Installing your new self-image is achieved by visualizing, reading, thinking and writing your written description over and over again, day after day, until the new image becomes reality. These four methods of reinforcement and repetition will burn the new image into your subconscious mind like data onto a CD.
Visualizing is especially powerful. Psychologists have known for decades that the human brain and nervous system can't distinguish between an experience that is real and one that is vividly imagined. When you vividly imagine yourself the way you want to be, doing the things you want to do, these mental pictures are not only accepted by your subconscious as real, they are accepted as commands or instructions. Project your image onto the screen of your mind. Remember, it's your movie, so you can project anything you want. Visualizing your perfect body image while you’re in a physically relaxed state is even more powerful because your subconscious is more impressionable when you're relaxed.
Thinking constructively also begins to dissolve the old image and solidify the new one. Your self-concept is influenced by outside suggestions, but the greatest influence on your mind is your own thoughts and “self-talk.” The conversation you have with yourself in your head every minute of every day maintains your current self-image and performance level, whether that's enjoying high achievement or wallowing in the same old rut. Thoughts, like images, are commands to your subconscious. Once you realize this, you start getting very careful of what you think about. Watch those “I’ms!” Change your thinking patterns to match your new self-image. You become what you think about all day long.
Read your written goal at least twice a day; once in the morning and once again at night. These are the times when your subconscious mind is most impressionable. An incredibly powerful technique is to write your written description on a goal card and carry it with you everywhere you go. Every time you put your hand in your pocket and touch the card, it will make you think about your new image. Every time you get a chance, pull out your card and read it, mentally picturing yourself as if you were already there.

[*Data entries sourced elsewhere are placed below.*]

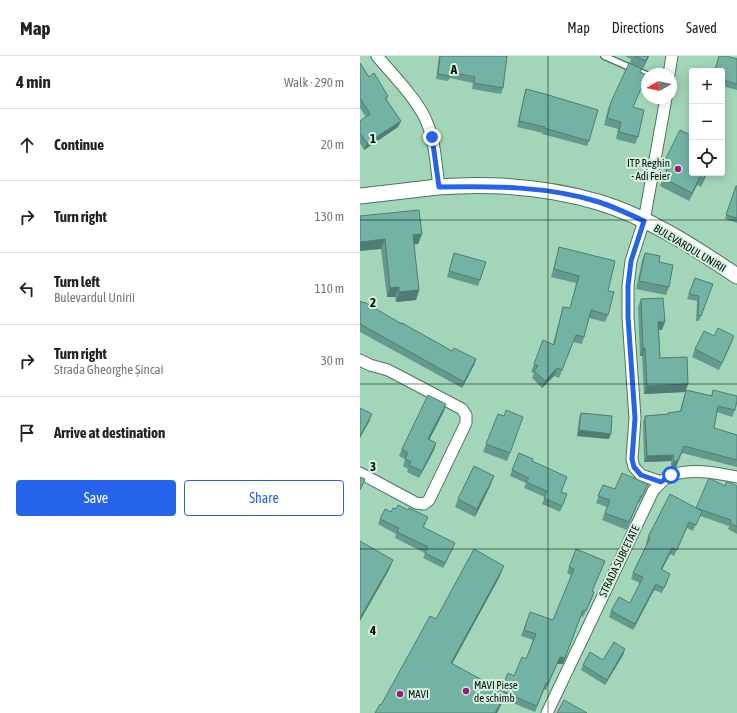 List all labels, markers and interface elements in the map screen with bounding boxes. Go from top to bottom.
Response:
text: Map [20,17,51,39]
text: Map [567,20,590,36]
text: Directions [612,20,664,36]
text: Saved [686,20,717,36]
text: A [450,62,458,77]
north arrow [641,68,677,104]
map controls [689,68,725,176]
button: + [689,68,725,104]
text: 4 min [16,72,51,92]
text: Walk · 290 m [284,75,344,90]
button: − [689,104,725,140]
route end [423,128,441,146]
text: 1 [370,131,376,146]
icon: ahead [16,134,38,156]
text: Continue [54,136,104,153]
text: 20 m [321,137,344,152]
button: locate [689,140,725,176]
place label: ITP Reghin - Adi Feier [627,157,671,182]
marker: ITP Reghin - Adi Feier [673,164,683,174]
icon: right [16,206,38,228]
text: Turn right [54,208,107,225]
text: 130 m [315,209,344,224]
street label: BULEVARDUL UNIRII [652,222,728,274]
text: Turn left [54,273,100,290]
icon: left [16,278,38,300]
text: 110 m [315,281,344,296]
text: Bulevardul Unirii [54,290,135,305]
text: 2 [370,295,376,310]
text: Turn right [54,345,107,362]
icon: right [16,350,38,372]
text: 30 m [321,353,344,368]
text: Strada Gheorghe Șincai [54,362,164,377]
icon: arrive [16,422,38,444]
text: Arrive at destination [54,424,165,441]
text: 3 [370,459,376,474]
route start [662,466,680,484]
button: Save [16,480,176,516]
button: Share [184,480,344,516]
street label: STRADA SUBCETATE [596,523,642,599]
text: 4 [369,623,376,638]
place label: MAVI Piese de schimb [474,679,518,704]
marker: MAVI Piese de schimb [461,686,471,696]
place label: MAVI [408,688,429,700]
marker: MAVI [395,689,405,699] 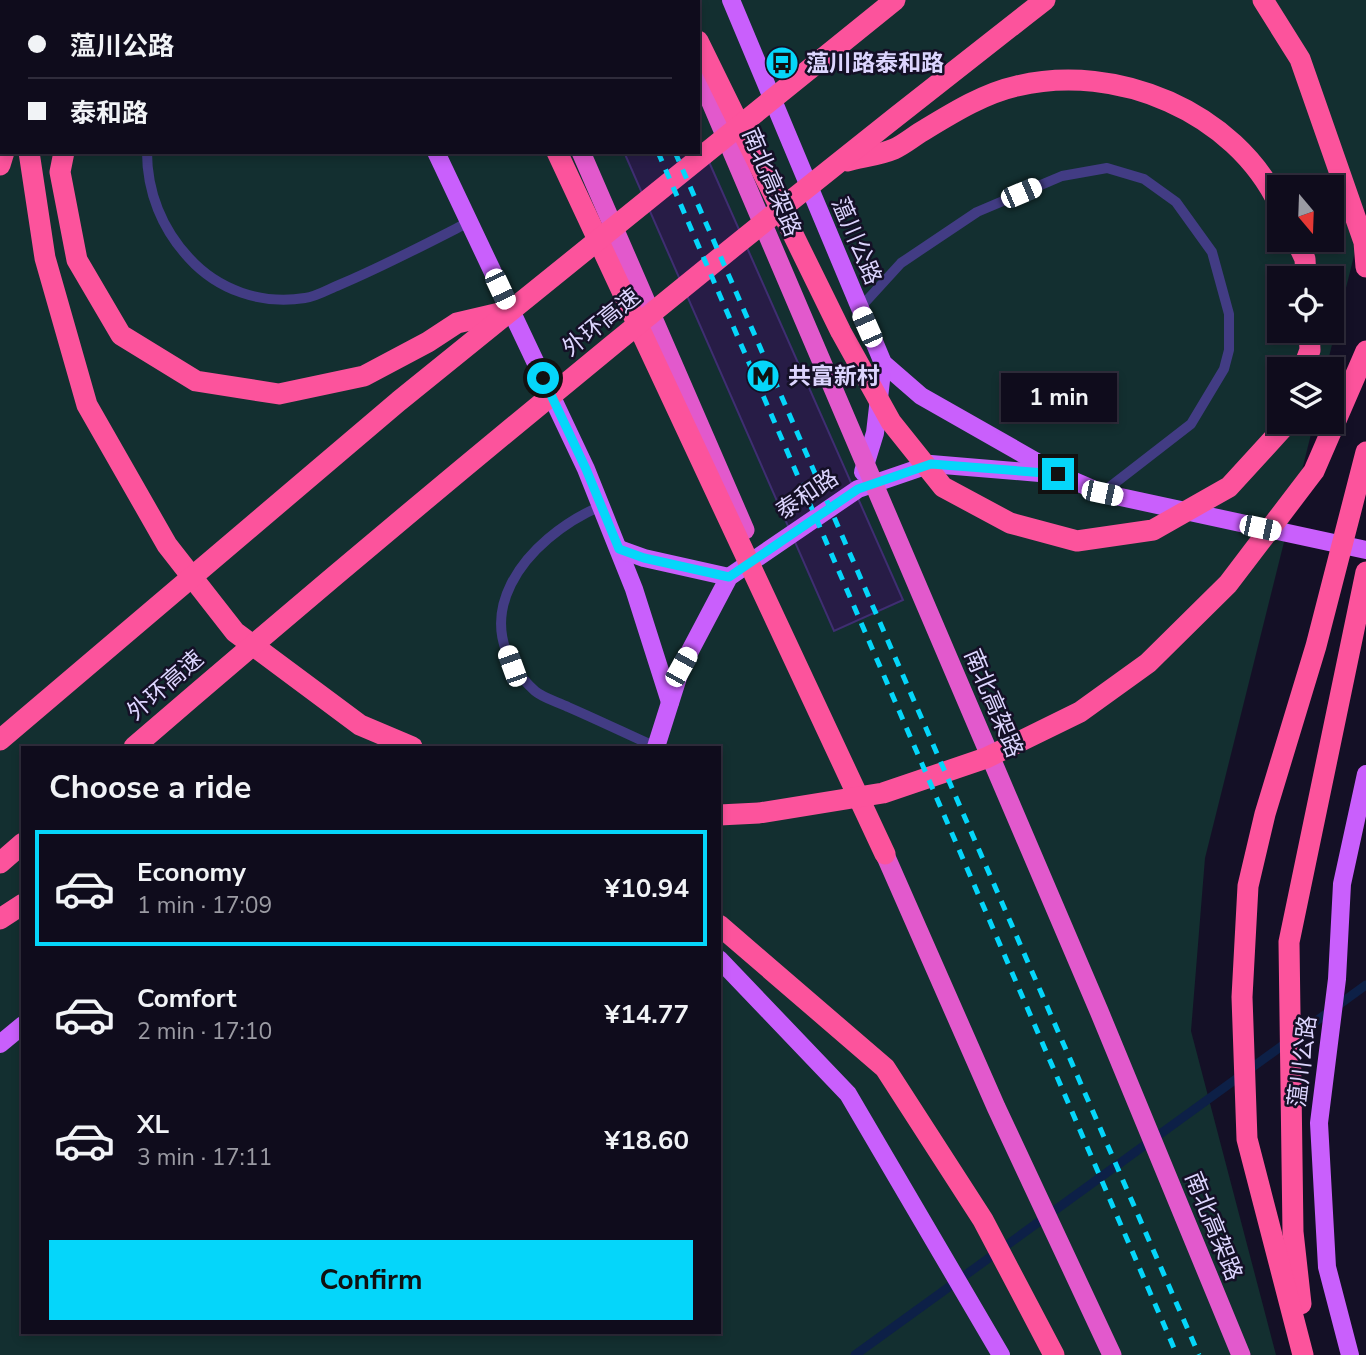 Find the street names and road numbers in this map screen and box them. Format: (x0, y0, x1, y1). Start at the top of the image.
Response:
street label: 南北高架路 (735, 123, 808, 241)
street label: 蕰川公路 (824, 193, 889, 290)
street label: 外环高速 (556, 281, 647, 363)
street label: 泰和路 (770, 462, 845, 527)
street label: 外环高速 (120, 644, 210, 727)
street label: 南北高架路 (957, 644, 1030, 762)
street label: 蕰川公路 (1282, 1014, 1323, 1109)
street label: 南北高架路 (1178, 1167, 1249, 1285)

Re-writing your written description is even more effective at impressing your new image into your subconscious than simply reading it. Achievement expert Brian Tracy says that if you write out your goal statement on paper every day, changes will happen so fast, it will almost frighten you. This is an incredibly simple, yet powerful technique.
You may have heard of these techniques before in self-help, goal setting or motivational programs. But admit it - you probably ignored them because they sounded too “cheesy.” My friend, the most profound truths in life are the simplest and most obvious ones. Don't underestimate the simplicity of these methods. Many people I’ve taught these techniques to wrote them off as trite or corny and didn't even give them a chance. Nothing changed in their lives. Others followed these instructions to a “T” and transformed their bodies and their lives beyond anything they ever imagined.
There's immense power in mental images. The formula is simple: Decide what you want to look like, project your new image on the screen of your mind (visualize), think about the “new you” constantly, create a written description of your new image and read it at least twice per day, (write it out daily for even more impact), then follow through with actions that are consistent with your goal. Your marvelous and powerful mind will do the rest.